As the last step, the verifier will issue a document of compliance that demonstrates compliance with the obligations for monitoring, reporting and verification. Operators have until 30 June 2019 to carry on board a valid document of compliance. It is valid for a period of 18 months after the end of the annual monitoring period.

Delays in submission of either monitoring plan or verified emissions report is something which is better to be avoided. This seems to be obvious but delays can add up quickly and put the entire project at risk. Operators should be aware that EU member states will set up a system of penalties that, according to the regulation, must be effective, proportionate and dissuasive.

The drafting of a monitoring plan is another critical moment.

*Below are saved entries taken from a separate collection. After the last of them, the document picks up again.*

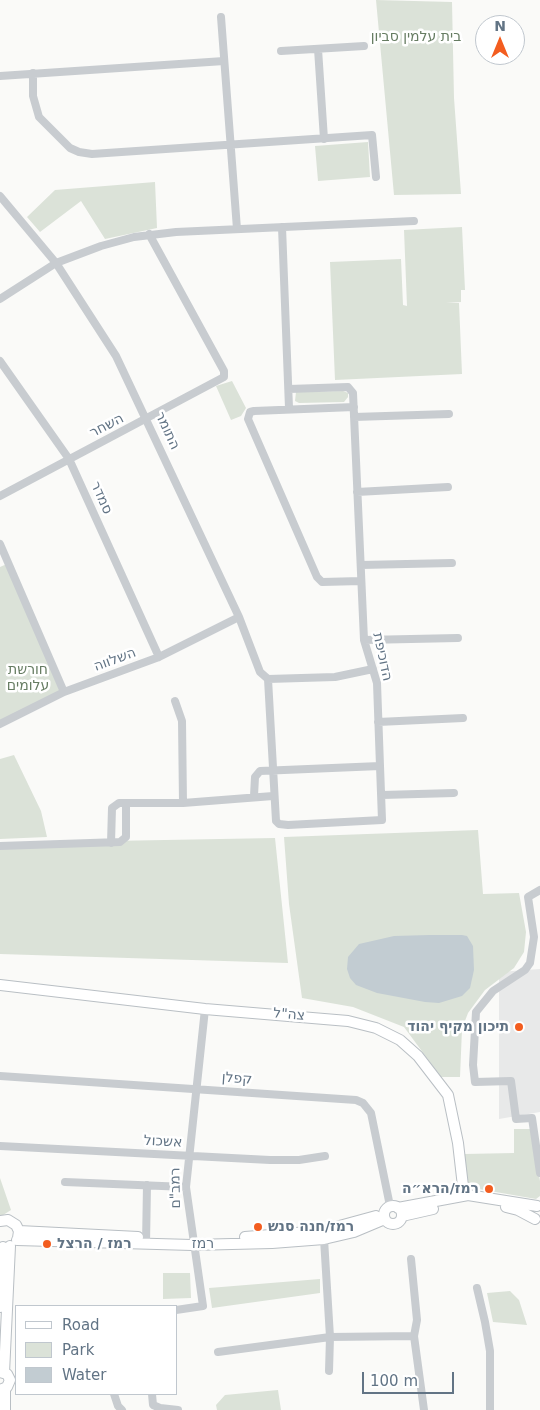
<!DOCTYPE html>
<html>
<head>
<meta charset="utf-8">
<style>
  body { margin:0 }
  #map { position:relative; width:540px; height:1410px; overflow:hidden; background:#fafaf8; font-family:"DejaVu Sans",sans-serif }
  canvas { display:block }
  .legend { position:absolute; left:15px; top:1305px; width:162px; height:90px; box-sizing:border-box; background:#fff; border:1px solid #c0c7ce; margin:0; padding:6px 9px; list-style:none; font-size:15px; color:#627485 }
  .legend li { display:flex; align-items:center; gap:10px; height:25px }
  .legend b { width:25px; border:1px solid #c0c7ce }
  .north { position:absolute; left:475px; top:15px; width:50px; height:50px; box-sizing:border-box; background:#fff; border:1px solid #c0c7ce; border-radius:50%; rotate:0deg; font-size:14px; font-weight:700; line-height:20px; text-align:center; color:#627485 }
  .north::after { content:''; display:block; margin:auto; width:18px; height:22px; background:#f35d1f; clip-path:polygon(50% 0,100% 100%,50% 72%,0 100%) }
  .scale { position:absolute; left:362px; top:1372px; width:92px; height:22px; box-sizing:border-box; border:2px solid #627485; border-top:0; padding-left:6px; font-size:15px; line-height:18px; white-space:nowrap; color:#627485; -webkit-text-stroke:4px #fff; paint-order:stroke }
</style>
</head>
<body>
<div id="map">
<canvas width="540" height="1410"></canvas>
<ul class="legend">
<li><b style="height:6px;background:#fff"></b>Road</li>
<li><b style="height:14px;background:#dbe2d8"></b>Park</li>
<li><b style="height:14px;background:#c2ccd2"></b>Water</li>
</ul>
<div class="north">N</div>
<div class="scale">100 m</div>
</div>
<script>
const ctx = document.querySelector('canvas').getContext('2d');
ctx.lineJoin = 'round';
function fill(path, color) {
  ctx.fillStyle = color;
  ctx.fill(path, 'evenodd');
}
function toPath(rows) {
  const path = new Path2D();
  for (const r of rows) {
    if (r.length === 3) {
      path.moveTo(r[0] + r[2], r[1]);
      path.arc(r[0], r[1], r[2], 0, 2 * Math.PI);
      continue;
    }
    path.moveTo(r[0], r[1]);
    for (let i = 2; i < r.length; i += 2) path.lineTo(r[i], r[i + 1]);
  }
  return path;
}
function stroke(path, color, width, dash) {
  ctx.strokeStyle = color;
  ctx.lineWidth = width;
  ctx.lineCap = dash ? 'butt' : 'round';
  ctx.setLineDash(dash || []);
  ctx.stroke(path);
}
function label(font, color, halo, rows, align = 'center') {
  ctx.font = font + ' "DejaVu Sans",Heebo,sans-serif';
  ctx.lineWidth = 5;
  ctx.setLineDash([]);
  ctx.textBaseline = 'middle';
  ctx.strokeStyle = halo;
  ctx.fillStyle = color;
  for (const [text, x, y, turn = 0] of rows) {
    ctx.save();
    ctx.translate(x, y);
    ctx.rotate((+turn || 0) * Math.PI / 180);
    ctx.textAlign = isNaN(turn) ? turn : align;
    if (halo) ctx.strokeText(text, 0, 0);
    ctx.fillText(text, 0, 0);
    ctx.restore();
  }
}
const built = toPath([
  [540,969,540,1112,499,1119,499,972]
]);
const green = toPath([
  [376,0,452,2,454,98,461,194,394,195],
  [368,142,370,177,318,181,315,146],
  [155,182,157,228,105,239,81,201,40,232,27,217,55,190],
  [462,227,465,290,461,290,461,302,446,303,459,303,462,374,335,380,330,262,401,259,403,305,407,306,404,230],
  [232,381,246,408,241,416,231,420,216,386],
  [343,391,348,393,348,397,344,402,299,403,295,401,296,392],
  [9,563,64,692,0,724,0,567],
  [14,755,41,811,47,837,0,839,0,759],
  [478,830,483,894,519,893,526,932,524,952,514,968,485,990,468,1013,462,1029,460,1077,441,1077,404,1027,353,1007,302,998,289,904,284,837],
  [275,838,288,963,0,954,0,843],
  [514,1129,531,1129,540,1181,540,1196,536,1199,467,1187,464,1154,514,1153],
  [0,1178,11,1210,0,1217],
  [163,1273,190,1273,191,1298,163,1299],
  [320,1279,320,1293,212,1308,209,1288],
  [510,1291,519,1300,527,1325,493,1322,487,1293],
  [278,1390,281,1410,217,1410,216,1405,225,1395]
]);
const water = toPath([
  [429,935,462,935,467,936,473,946,474,970,470,988,462,996,439,1003,425,1002,377,993,356,985,350,978,347,969,348,957,359,944,394,936]
]);
const street = toPath([
  [221,17,237,229],
  [318,49,324,139],
  [281,51,364,46],
  [33,73,33,96,39,117,70,148,79,152,92,154,372,135,376,177],
  [0,76,224,61],
  [0,196,56,263,116,356,239,617,260,672,268,679,276,821,279,824,288,825,382,820,380,766],
  [282,227,289,408],
  [0,299,56,263,101,246,134,237,176,232,414,221],
  [0,361,69,459,159,657],
  [354,407,254,411,250,412,248,419,317,577,322,582,361,581],
  [354,417,449,414],
  [357,492,448,487],
  [0,496,224,377,224,371,149,234],
  [0,544,64,692],
  [361,565,452,563],
  [364,640,458,638],
  [268,679,335,677,373,669],
  [175,701,182,721,183,803],
  [378,722,463,718],
  [0,724,64,692,159,657,239,617],
  [382,795,454,793],
  [254,796,255,777,260,771,380,766,377,683,364,640,353,393,348,387,289,389],
  [111,843,112,808,119,803,183,803,273,796],
  [0,846,120,842,126,837,126,803],
  [540,890,528,897,534,937,530,963,525,970,493,991,476,1012,473,1065,475,1082,511,1081,516,1119,532,1118,540,1173],
  [0,1076,356,1100,363,1103,371,1113,390,1206],
  [0,1146,270,1160,299,1160,325,1156],
  [65,1182,186,1187],
  [324,1239,330,1337,329,1371],
  [146,1244,147,1185],
  [411,1259,417,1320,414,1336,424,1410],
  [477,1288,485,1322,490,1351,490,1410],
  [176,1310,203,1306,186,1187,205,1009],
  [218,1352,330,1337,414,1336],
  [114,1394,118,1406,122,1410],
  [152,1394,153,1405,160,1408,178,1410]
]);
const secondary = toPath([
  [0,985,205,1009,348,1021,376,1028,400,1040,418,1056,448,1095,458,1143,464,1195],
  [393,1215,9],
  [506,1207,518,1210,535,1219],
  [398,1208,468,1195,537,1206],
  [402,1216,433,1209],
  [0,1221,8,1220,16,1225,19,1231,18,1238],
  [19,1231,138,1237],
  [245,1237,321,1231,376,1216],
  [17,1240,192,1245,272,1243,324,1239,354,1232,385,1219],
  [0,1307,3,1247],
  [0,1372,7,1374,10,1380,7,1387,0,1390],
  [4,1373,10,1246],
  [5,1410,5,1389]
]);
const markers = [
  [519,1027,5,"#f35d1f"],
  [489,1189,5,"#f35d1f"],
  [258,1227,5,"#f35d1f"],
  [47,1244,5,"#f35d1f"]
];
const parkNames = [
  ["בית עלמין סביון",416,37],
  ["חורשת",28,670],
  ["עלומים",28,686]
];
const streetNames = [
  ["השחר",107,426,-27],
  ["התומר",167,431,65],
  ["סמדר",101,498,66],
  ["הדוכיפת",382,657,78],
  ["השלווה",115,660,-20],
  ["צה\"ל",289,1015,5],
  ["קפלן",237,1079,4],
  ["אשכול",163,1142,3],
  ["רמב\"ם",176,1188,-91],
  ["רמז",203,1244]
];
const poiNames = [
  ["תיכון מקיף יהוד",509,1027],
  ["רמז/הרא״ה",479,1189],
  ["רמז/חנה סנש",268,1227,"left"],
  ["רמז / הרצל",57,1244,"left"]
];
fill(built, '#e8e9e9');
fill(green, '#dbe2d8');
fill(water, '#c2ccd2');
stroke(secondary, '#b9bfc4', 12);
stroke(street, '#c8ccd0', 8);
stroke(secondary, '#fff', 10);
for (const [x, y, r, color] of markers) {
  const dot = new Path2D();
  dot.arc(x, y, r, 0, 2 * Math.PI);
  ctx.fillStyle = color;
  ctx.fill(dot);
  stroke(dot, '#fff', 2);
}
label('14px', '#667c62', '#fff', parkNames);
label('14px', '#627485', '#fff', streetNames);
label('bold 14px', '#627485', '#fff', poiNames, 'right');
</script>
</body>
</html>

Making mistakes at this stage of the compliance process will only become visible further down the road. Operators should make sure that the monitoring plan does not only align with the regulation but also with all the procedures actually implemented during the monitoring period. Otherwise, the verification of the annual emissions report will flag all discrepancies and, depending on the nature of the problem, the verifier might require a modification of the monitoring plan at additional costs. Especially operators of bigger fleets should avoid any mistakes because they may need to modify the monitoring plan and go through the verification again for every single ship under their control. Shipowners and managers are therefore recommended to start the preparation of the monitoring plan as early as possible in order to familiarise with the rules and, most important, to avoid costly mistakes.